Would you restate all the data that follows, word for word?

____ THE DATA

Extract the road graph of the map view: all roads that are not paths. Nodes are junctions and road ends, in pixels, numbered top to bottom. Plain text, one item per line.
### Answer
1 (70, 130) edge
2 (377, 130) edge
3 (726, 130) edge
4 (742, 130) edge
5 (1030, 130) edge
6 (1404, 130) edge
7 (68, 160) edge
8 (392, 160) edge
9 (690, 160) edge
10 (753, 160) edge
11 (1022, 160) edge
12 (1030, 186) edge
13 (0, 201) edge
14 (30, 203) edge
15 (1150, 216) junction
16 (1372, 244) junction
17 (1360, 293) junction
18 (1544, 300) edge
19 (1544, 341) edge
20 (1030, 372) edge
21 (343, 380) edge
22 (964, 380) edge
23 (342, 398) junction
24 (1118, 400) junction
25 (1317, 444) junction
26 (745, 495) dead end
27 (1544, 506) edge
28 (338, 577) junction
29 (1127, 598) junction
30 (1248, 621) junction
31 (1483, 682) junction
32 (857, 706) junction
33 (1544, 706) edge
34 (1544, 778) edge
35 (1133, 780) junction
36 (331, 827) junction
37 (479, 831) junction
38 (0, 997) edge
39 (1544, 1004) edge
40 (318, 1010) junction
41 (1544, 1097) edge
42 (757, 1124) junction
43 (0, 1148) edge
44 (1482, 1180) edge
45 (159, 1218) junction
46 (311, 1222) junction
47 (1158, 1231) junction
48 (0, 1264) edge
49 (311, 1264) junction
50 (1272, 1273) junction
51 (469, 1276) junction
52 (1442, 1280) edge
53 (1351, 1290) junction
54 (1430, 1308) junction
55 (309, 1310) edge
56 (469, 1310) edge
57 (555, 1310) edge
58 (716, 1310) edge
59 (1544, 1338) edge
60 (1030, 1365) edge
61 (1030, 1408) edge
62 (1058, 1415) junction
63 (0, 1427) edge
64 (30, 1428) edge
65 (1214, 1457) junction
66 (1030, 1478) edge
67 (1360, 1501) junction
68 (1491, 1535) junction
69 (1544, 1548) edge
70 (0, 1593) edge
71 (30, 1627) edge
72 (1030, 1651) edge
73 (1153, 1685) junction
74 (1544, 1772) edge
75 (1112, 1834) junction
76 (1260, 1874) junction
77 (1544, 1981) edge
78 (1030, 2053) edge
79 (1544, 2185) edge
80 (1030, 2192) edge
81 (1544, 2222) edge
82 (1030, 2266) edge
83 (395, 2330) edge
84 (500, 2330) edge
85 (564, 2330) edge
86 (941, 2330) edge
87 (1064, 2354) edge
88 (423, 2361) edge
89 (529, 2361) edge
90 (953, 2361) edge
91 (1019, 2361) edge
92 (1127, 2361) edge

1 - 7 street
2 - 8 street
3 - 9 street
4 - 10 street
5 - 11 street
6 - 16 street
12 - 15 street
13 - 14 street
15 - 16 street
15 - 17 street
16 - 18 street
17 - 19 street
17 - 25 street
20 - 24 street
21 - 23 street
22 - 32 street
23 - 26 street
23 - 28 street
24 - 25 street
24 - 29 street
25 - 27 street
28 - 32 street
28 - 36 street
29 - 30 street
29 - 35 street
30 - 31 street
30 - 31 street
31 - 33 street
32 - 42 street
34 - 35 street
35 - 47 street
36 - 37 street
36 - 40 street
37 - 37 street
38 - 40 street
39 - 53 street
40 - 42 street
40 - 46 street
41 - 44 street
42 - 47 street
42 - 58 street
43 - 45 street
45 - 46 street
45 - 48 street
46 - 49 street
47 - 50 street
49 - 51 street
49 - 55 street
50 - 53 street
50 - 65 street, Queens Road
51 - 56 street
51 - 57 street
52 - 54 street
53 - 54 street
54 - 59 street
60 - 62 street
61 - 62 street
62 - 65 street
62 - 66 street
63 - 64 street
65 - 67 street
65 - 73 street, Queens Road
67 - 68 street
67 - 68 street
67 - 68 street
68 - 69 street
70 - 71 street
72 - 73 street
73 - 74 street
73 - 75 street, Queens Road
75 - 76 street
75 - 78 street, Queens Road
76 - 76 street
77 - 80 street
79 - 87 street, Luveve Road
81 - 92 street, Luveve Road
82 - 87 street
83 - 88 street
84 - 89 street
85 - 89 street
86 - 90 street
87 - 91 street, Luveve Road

________

### [RESPONSE TO THE TASK]
Extract the road graph of the map view: all roads that are not paths. Nodes are junctions and road ends, in pixels, numbered top to bottom. Plain text, one item per line.
### Answer
1 (70, 130) edge
2 (377, 130) edge
3 (726, 130) edge
4 (742, 130) edge
5 (1030, 130) edge
6 (1404, 130) edge
7 (68, 160) edge
8 (392, 160) edge
9 (690, 160) edge
10 (753, 160) edge
11 (1022, 160) edge
12 (1030, 186) edge
13 (0, 201) edge
14 (30, 203) edge
15 (1150, 216) junction
16 (1372, 244) junction
17 (1360, 293) junction
18 (1544, 300) edge
19 (1544, 341) edge
20 (1030, 372) edge
21 (343, 380) edge
22 (964, 380) edge
23 (342, 398) junction
24 (1118, 400) junction
25 (1317, 444) junction
26 (745, 495) dead end
27 (1544, 506) edge
28 (338, 577) junction
29 (1127, 598) junction
30 (1248, 621) junction
31 (1483, 682) junction
32 (857, 706) junction
33 (1544, 706) edge
34 (1544, 778) edge
35 (1133, 780) junction
36 (331, 827) junction
37 (479, 831) junction
38 (0, 997) edge
39 (1544, 1004) edge
40 (318, 1010) junction
41 (1544, 1097) edge
42 (757, 1124) junction
43 (0, 1148) edge
44 (1482, 1180) edge
45 (159, 1218) junction
46 (311, 1222) junction
47 (1158, 1231) junction
48 (0, 1264) edge
49 (311, 1264) junction
50 (1272, 1273) junction
51 (469, 1276) junction
52 (1442, 1280) edge
53 (1351, 1290) junction
54 (1430, 1308) junction
55 (309, 1310) edge
56 (469, 1310) edge
57 (555, 1310) edge
58 (716, 1310) edge
59 (1544, 1338) edge
60 (1030, 1365) edge
61 (1030, 1408) edge
62 (1058, 1415) junction
63 (0, 1427) edge
64 (30, 1428) edge
65 (1214, 1457) junction
66 (1030, 1478) edge
67 (1360, 1501) junction
68 (1491, 1535) junction
69 (1544, 1548) edge
70 (0, 1593) edge
71 (30, 1627) edge
72 (1030, 1651) edge
73 (1153, 1685) junction
74 (1544, 1772) edge
75 (1112, 1834) junction
76 (1260, 1874) junction
77 (1544, 1981) edge
78 (1030, 2053) edge
79 (1544, 2185) edge
80 (1030, 2192) edge
81 (1544, 2222) edge
82 (1030, 2266) edge
83 (395, 2330) edge
84 (500, 2330) edge
85 (564, 2330) edge
86 (941, 2330) edge
87 (1064, 2354) edge
88 (423, 2361) edge
89 (529, 2361) edge
90 (953, 2361) edge
91 (1019, 2361) edge
92 (1127, 2361) edge

1 - 7 street
2 - 8 street
3 - 9 street
4 - 10 street
5 - 11 street
6 - 16 street
12 - 15 street
13 - 14 street
15 - 16 street
15 - 17 street
16 - 18 street
17 - 19 street
17 - 25 street
20 - 24 street
21 - 23 street
22 - 32 street
23 - 26 street
23 - 28 street
24 - 25 street
24 - 29 street
25 - 27 street
28 - 32 street
28 - 36 street
29 - 30 street
29 - 35 street
30 - 31 street
30 - 31 street
31 - 33 street
32 - 42 street
34 - 35 street
35 - 47 street
36 - 37 street
36 - 40 street
37 - 37 street
38 - 40 street
39 - 53 street
40 - 42 street
40 - 46 street
41 - 44 street
42 - 47 street
42 - 58 street
43 - 45 street
45 - 46 street
45 - 48 street
46 - 49 street
47 - 50 street
49 - 51 street
49 - 55 street
50 - 53 street
50 - 65 street, Queens Road
51 - 56 street
51 - 57 street
52 - 54 street
53 - 54 street
54 - 59 street
60 - 62 street
61 - 62 street
62 - 65 street
62 - 66 street
63 - 64 street
65 - 67 street
65 - 73 street, Queens Road
67 - 68 street
67 - 68 street
67 - 68 street
68 - 69 street
70 - 71 street
72 - 73 street
73 - 74 street
73 - 75 street, Queens Road
75 - 76 street
75 - 78 street, Queens Road
76 - 76 street
77 - 80 street
79 - 87 street, Luveve Road
81 - 92 street, Luveve Road
82 - 87 street
83 - 88 street
84 - 89 street
85 - 89 street
86 - 90 street
87 - 91 street, Luveve Road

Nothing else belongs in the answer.